Hmm, I thought for sure I had posted a reply here already.

Here are some suggetions about how to deal with separatuion anxiety, page 2.

Along with these things I think the thing that impacted Bambi the most was when I would "leave" but stay quietly out of sight and then say something when she started making noise or getting into stuff, Bambi couldn't be in a create or in a room she destroyed both and a couple of her teeth. I also did it with Jaden though he was ok in the create and just made a little noise when I left the room. I think this puts doubt into their mind as to weather or not I have really left. Bambi had it bad and I would go around the house and peak in a window, she would stop barking and be like What? and would look around for me then sit and wait, I then would come back in the house. I did this quiet a few times when I didn't have to go anywhere.

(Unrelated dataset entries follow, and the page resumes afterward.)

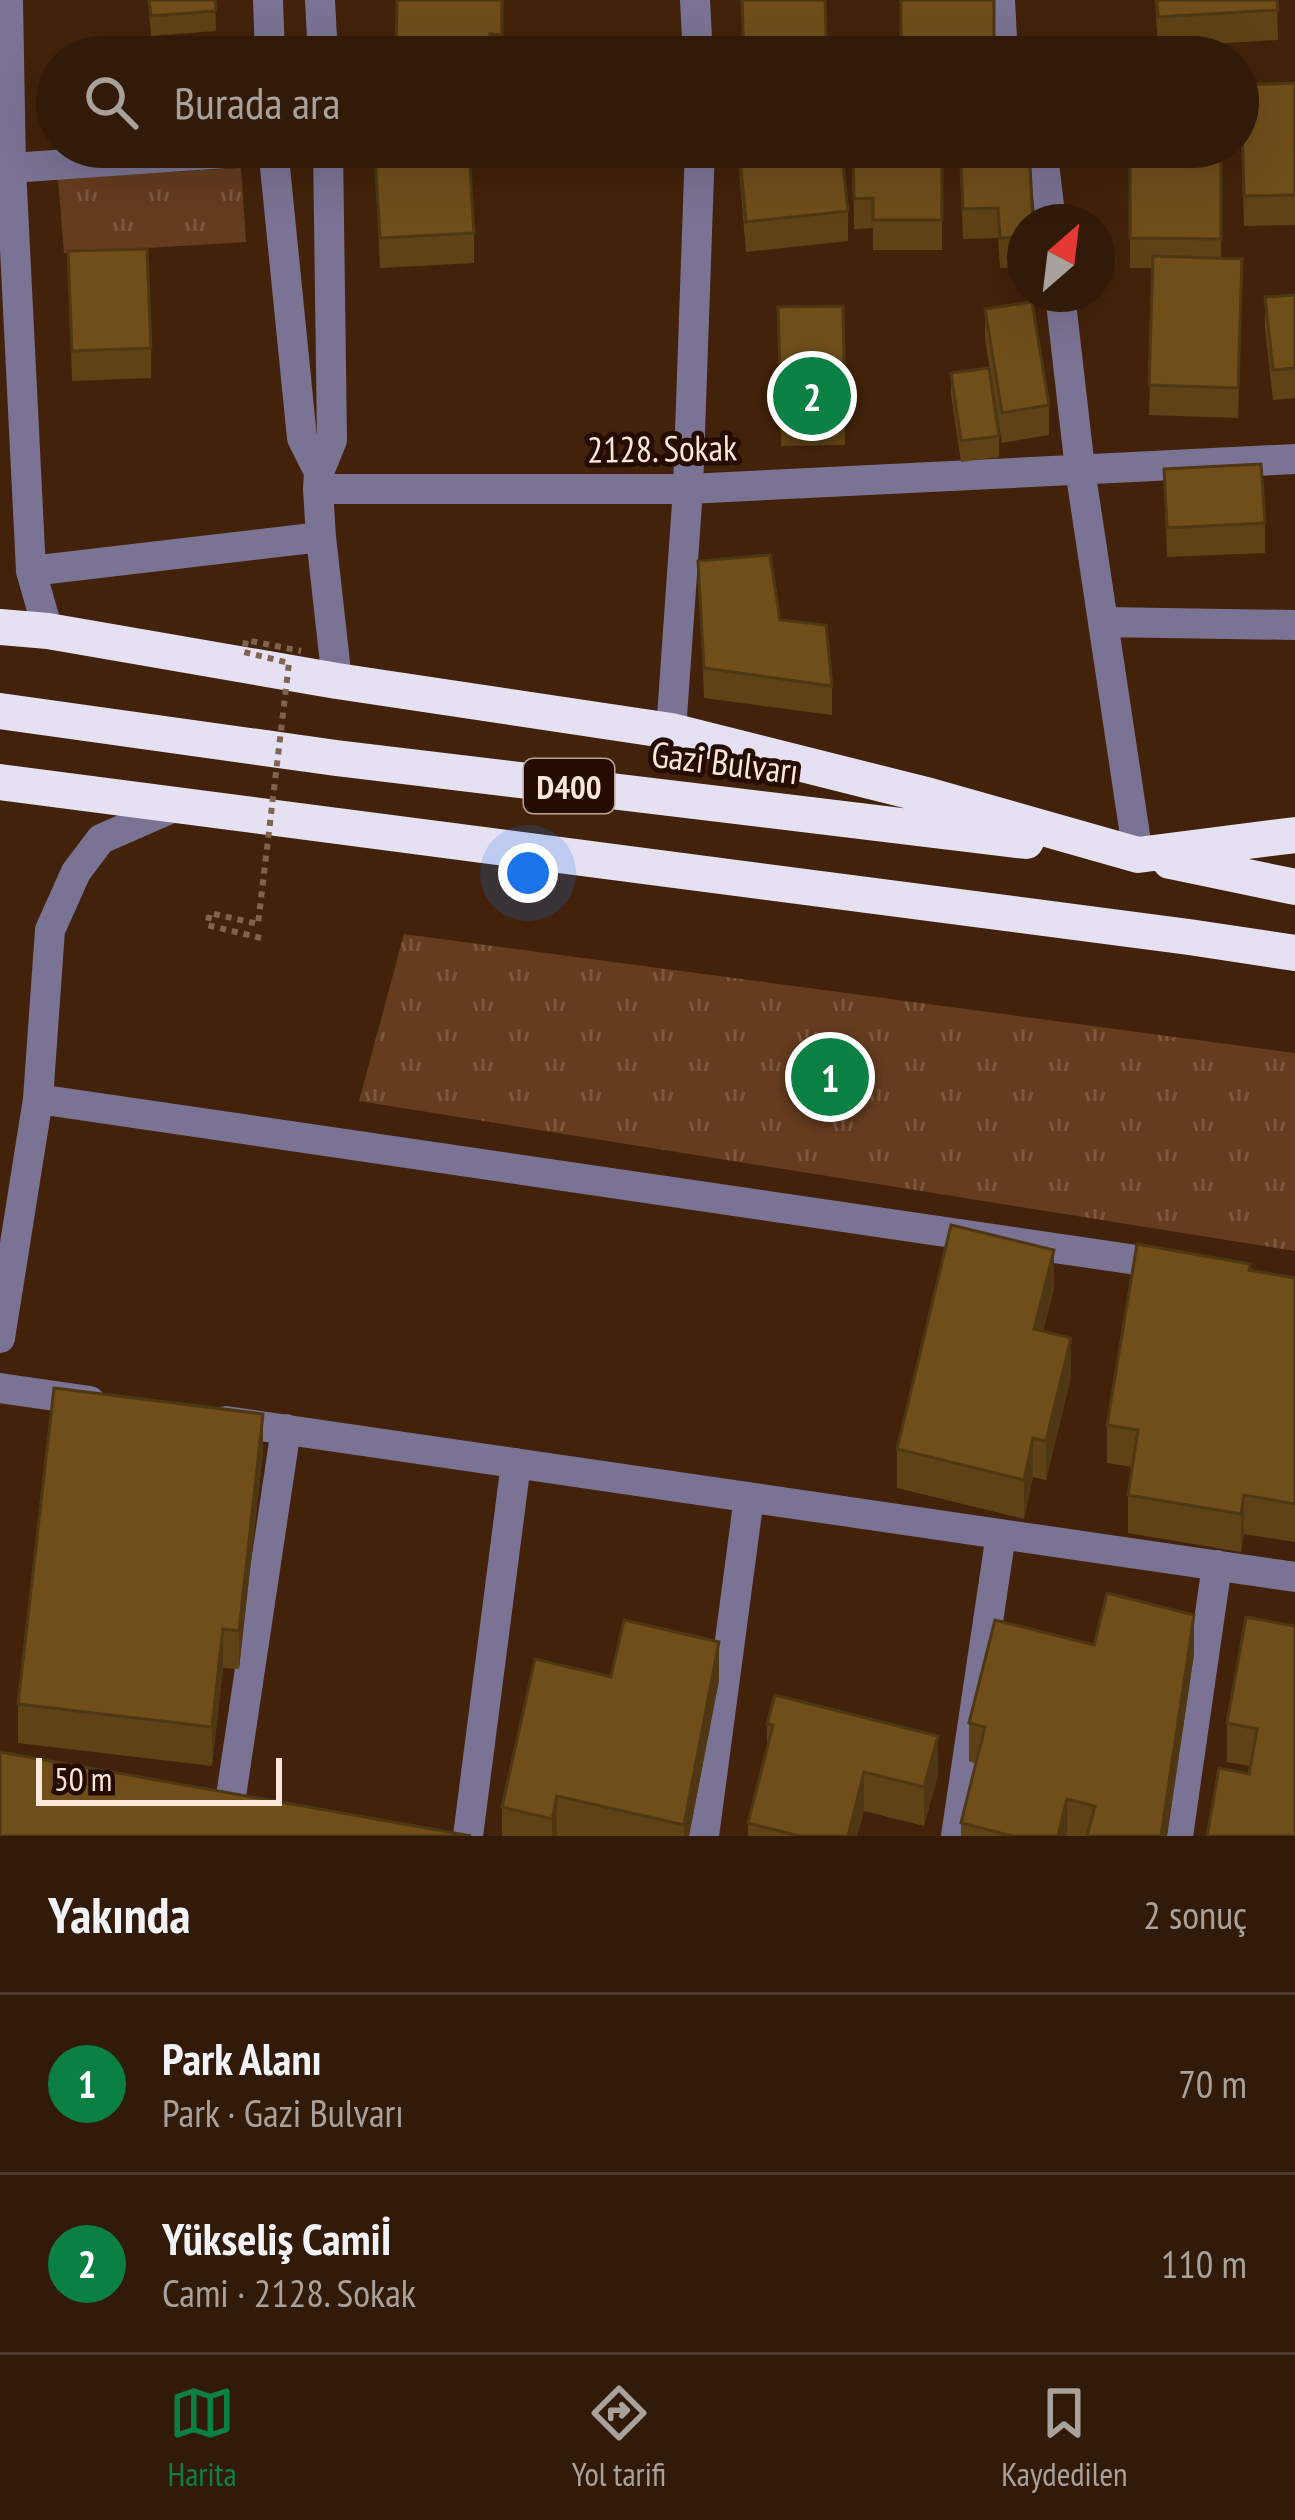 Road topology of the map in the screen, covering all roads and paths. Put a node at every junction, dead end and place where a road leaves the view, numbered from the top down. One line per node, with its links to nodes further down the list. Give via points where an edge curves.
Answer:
1 (8, 0): 11 (street)
2 (268, 0): 6 (street)
3 (320, 0): 7 (street)
4 (695, 0): 8 (street)
5 (1000, 0): 9 (street)
6 (269, 36)
7 (322, 36)
8 (697, 36)
9 (1002, 36)
10 (36, 166): 11 (street)
11 (10, 168): 23 (street)
12 (275, 168): 20 (street, via 302,438)
13 (328, 168): 20 (street, via 332,440)
14 (699, 168): 21 (street)
15 (1045, 168): 16 (street)
16 (1049, 204)
17 (1062, 312): 19 (street)
18 (1295, 459): 19 (street, 2128. Sokak)
19 (1080, 469): 21 (street, 2128. Sokak); 24 (street)
20 (319, 481): 21 (street, 2128. Sokak); 22 (street)
21 (688, 489): 31 (street)
22 (321, 537): 23 (street); 29 (street)
23 (32, 571): 27 (street)
24 (1104, 622): 25 (street); 35 (street)
25 (1295, 625)
26 (0, 627): 27 (highway)
27 (48, 631): 29 (highway)
28 (301, 651): 38 (path, bridge, via 246,640 244,652 289,663 258,924 210,913 207,925)
29 (337, 681): 31 (highway)
30 (0, 711): 35 (highway, Gazi Bulvarı / D400)
31 (671, 731): 35 (highway)
32 (0, 782): 33 (highway, D400)
33 (182, 804): 37 (highway, D400); 41 (street, via 101,838 76,872 50,930)
34 (1295, 835): 35 (highway)
35 (1138, 855): 36 (highway, Gazi Bulvarı / D400)
36 (1295, 887)
37 (1189, 937): 39 (highway, D400); 40 (highway)
38 (261, 938)
39 (1295, 953)
40 (1295, 973)
41 (38, 1099): 42 (street); 43 (street)
42 (1202, 1269)
43 (0, 1338)
44 (0, 1388): 45 (street)
45 (110, 1404)
46 (198, 1416): 47 (street)
47 (286, 1429): 48 (street); 53 (street)
48 (516, 1463): 49 (street); 54 (street)
49 (749, 1497): 50 (street); 55 (street)
50 (1000, 1534): 51 (street); 56 (street)
51 (1217, 1565): 52 (street); 57 (street)
52 (1295, 1577)
53 (228, 1816)
54 (468, 1836)
55 (704, 1836)
56 (956, 1836)
57 (1178, 1836) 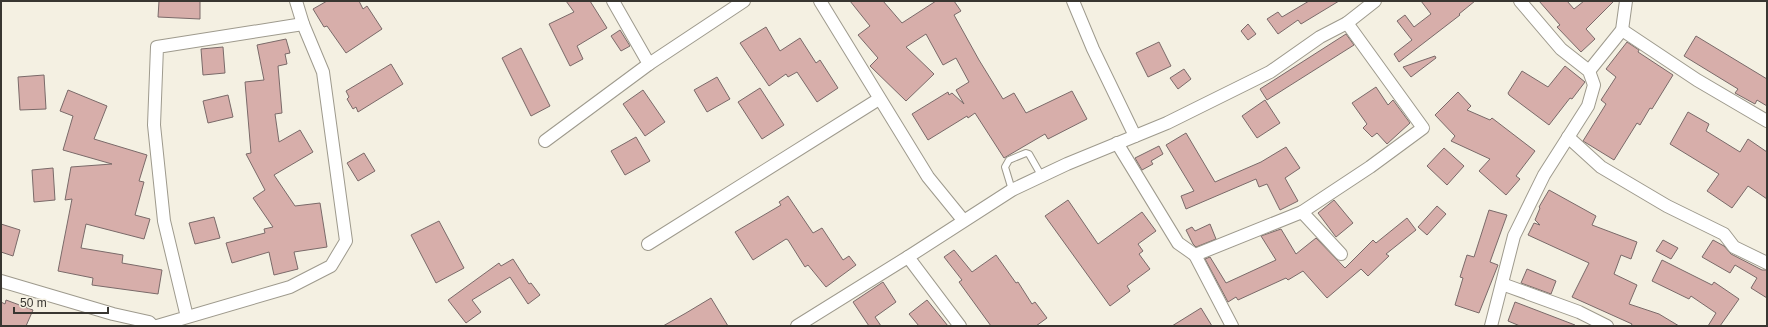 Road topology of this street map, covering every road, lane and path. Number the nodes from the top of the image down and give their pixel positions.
1 (296, 1) edge
2 (613, 1) edge
3 (744, 1) edge
4 (820, 1) edge
5 (1073, 1) edge
6 (1375, 1) edge
7 (1520, 1) edge
8 (1626, 1) edge
9 (1347, 23) junction
10 (303, 24) junction
11 (1622, 30) junction
12 (649, 64) junction
13 (1589, 71) junction
14 (879, 99) junction
15 (1767, 121) edge
16 (1135, 136) junction
17 (1568, 137) junction
18 (544, 141) dead end
19 (1117, 143) junction
20 (1041, 175) junction
21 (1012, 190) junction
22 (1302, 212) junction
23 (963, 220) junction
24 (648, 244) dead end
25 (1341, 254) dead end
26 (1195, 255) junction
27 (908, 257) junction
28 (1767, 263) edge
29 (1, 282) edge
30 (1502, 284) junction
31 (187, 318) junction
32 (153, 326) edge
33 (157, 326) edge
34 (797, 326) edge
35 (960, 326) edge
36 (1232, 326) edge
37 (1491, 326) edge
38 (1607, 326) edge

1 - 10 street
2 - 12 street
3 - 12 street
4 - 14 street
5 - 16 street
6 - 9 street
7 - 13 street
8 - 11 street
9 - 16 street
9 - 22 street
10 - 31 street
10 - 31 street
11 - 13 street
11 - 15 street
12 - 18 street
13 - 17 street
14 - 23 street
14 - 24 street
16 - 19 street
17 - 28 street
17 - 30 street
19 - 20 street
19 - 26 street
20 - 21 street
20 - 21 lane
21 - 23 street
22 - 25 street
22 - 26 street
23 - 27 street
26 - 36 street
27 - 34 street
27 - 35 street
29 - 32 street
30 - 37 street
30 - 38 street
31 - 33 street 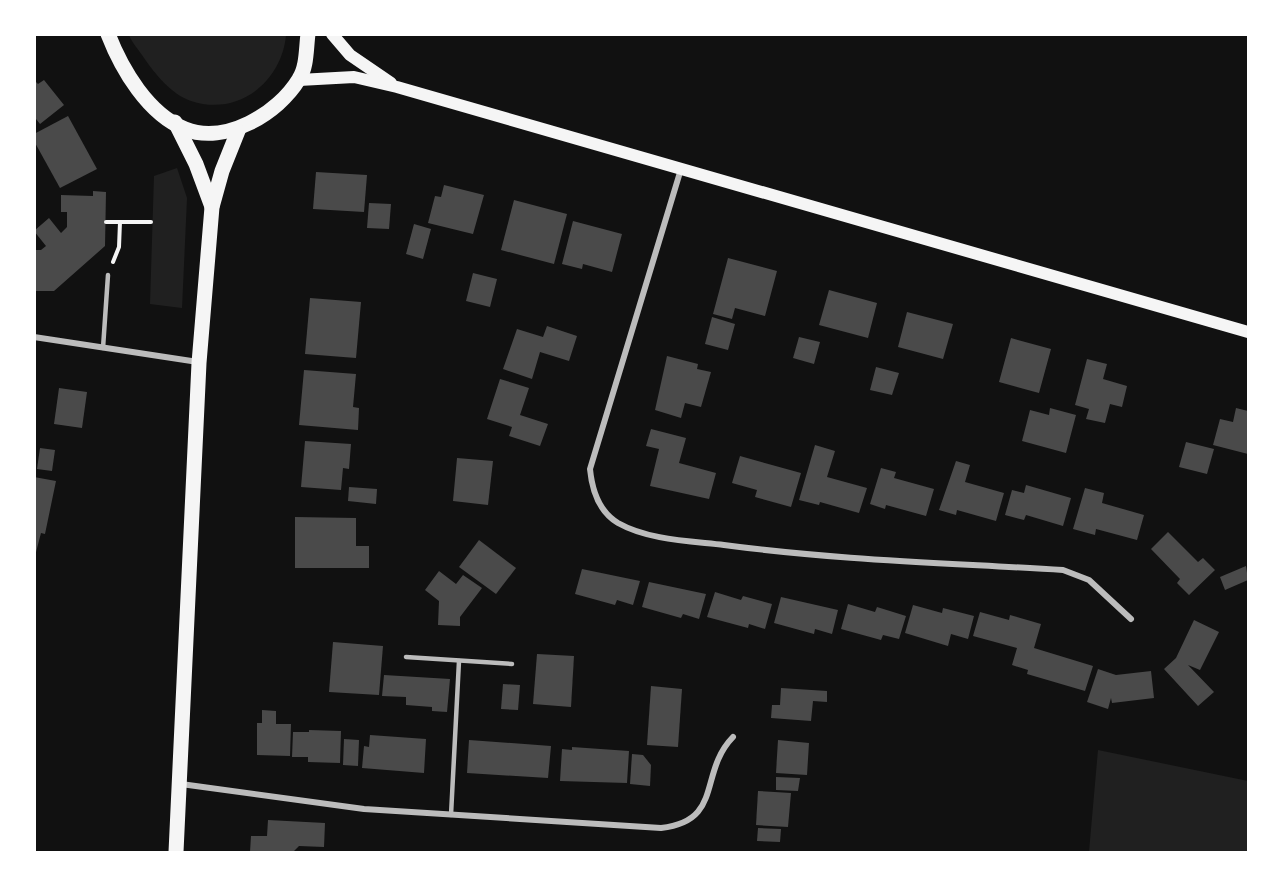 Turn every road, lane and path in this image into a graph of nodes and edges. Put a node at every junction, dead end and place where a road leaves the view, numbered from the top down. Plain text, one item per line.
1 (108, 34) edge
2 (308, 34) edge
3 (332, 34) edge
4 (299, 80) junction
5 (397, 87) junction
6 (175, 122) junction
7 (238, 130) junction
8 (681, 168) junction
9 (212, 207) junction
10 (106, 222) dead end
11 (120, 222) junction
12 (151, 222) dead end
13 (119, 247) dead end
14 (108, 275) dead end
15 (1248, 332) edge
16 (34, 337) edge
17 (103, 348) junction
18 (199, 363) junction
19 (1131, 619) dead end
20 (406, 657) dead end
21 (459, 661) junction
22 (512, 664) dead end
23 (733, 737) dead end
24 (181, 784) junction
25 (451, 815) junction
26 (176, 852) edge

1 - 6 main road
2 - 4 main road
3 - 5 main road
4 - 5 main road
4 - 7 main road
5 - 8 main road
6 - 7 main road
6 - 9 main road
7 - 9 main road
8 - 15 main road
8 - 19 street
9 - 18 main road
10 - 11 path
11 - 12 path
11 - 13 path
14 - 17 lane
16 - 17 street
17 - 18 street
18 - 24 main road
20 - 21 lane
21 - 22 lane
21 - 25 lane
23 - 25 street
24 - 25 street
24 - 26 main road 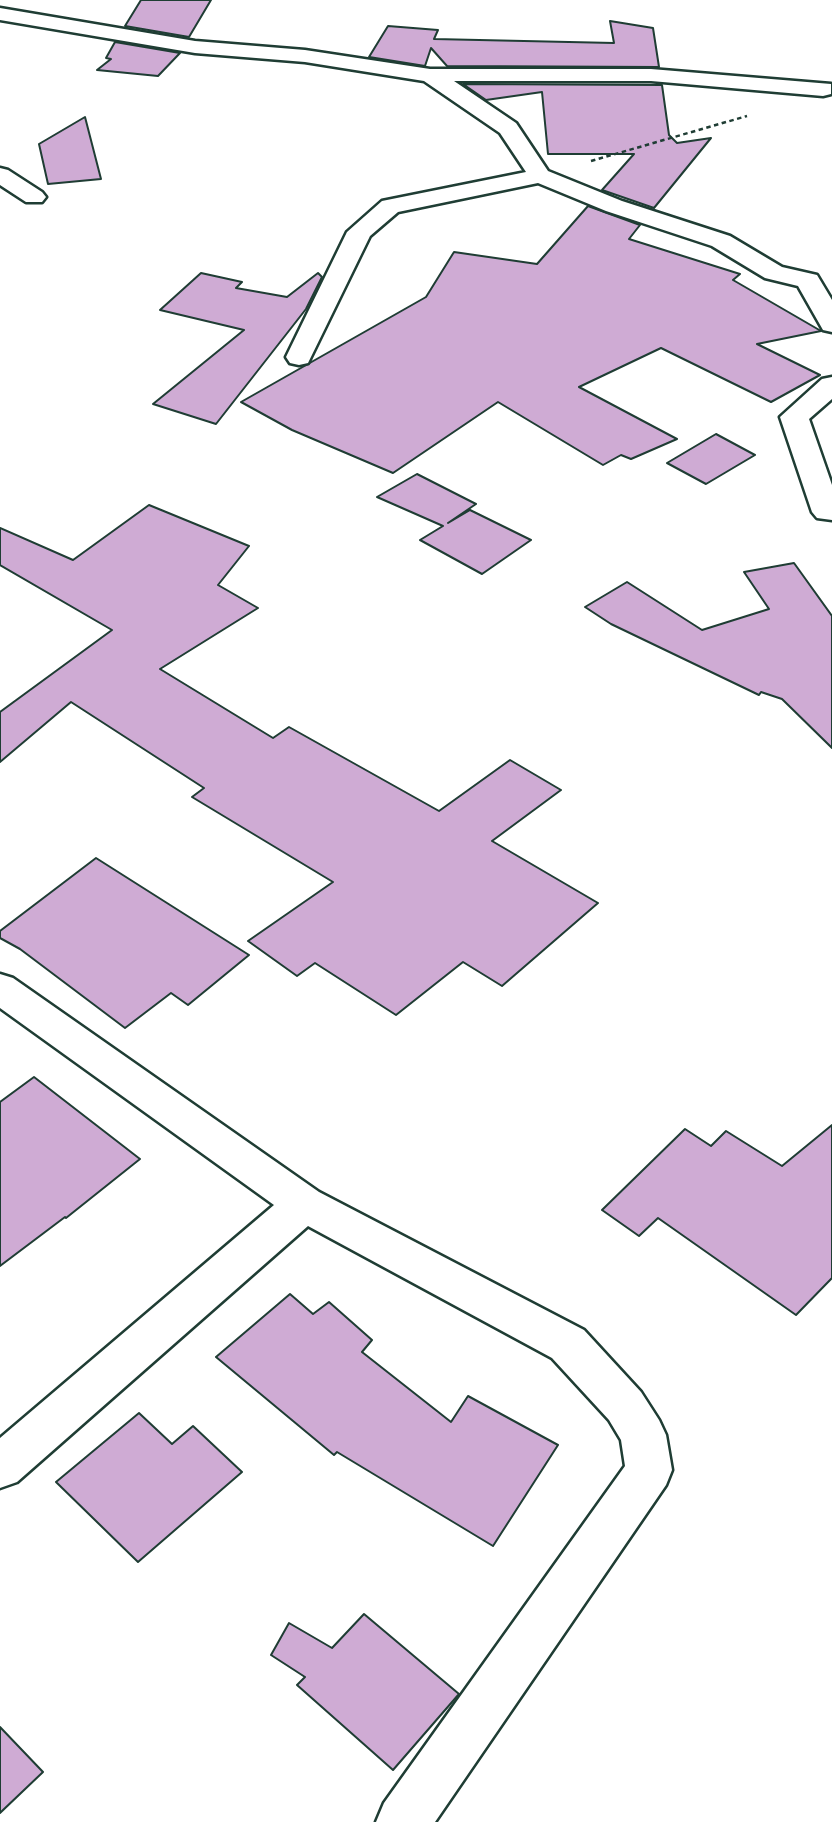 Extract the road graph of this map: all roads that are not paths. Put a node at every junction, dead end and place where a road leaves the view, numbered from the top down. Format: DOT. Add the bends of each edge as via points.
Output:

With Bambi I remember spending a lot of time repeating the leaving ritual over and over, trying to extent the time I was away(by seconds/minutes). And remember to only come back in sight when he is quiet.
Bambi is ok now with being in a room, no barking or destroying anything, she does still go for any food she can reach but I think that's just opportunistic.


----------



## liljaker (Aug 6, 2011)

I understand the separation anxiety; but with Sunny, I think he is more fearful since it is an entire new environment for him -- there are lots of noises and things that he never encountered before, at age 3 1/2. So, he doesn't damage things, or get terribly worked up other than crying -- and I am hoping that it was a result of something scaring him, for instance, the loud noises upstairs since my neighbors have 2 young children and wood floors.....or a creaky sound, or something. He still gets a bit spooked by everything new. I wouldn't really classify it as separation anxiety totally, I think it is also getting him NOT to worry that I won't come back, he is not abandonned, etc. Does that make sense? I think you would have to have seen my earlier posts.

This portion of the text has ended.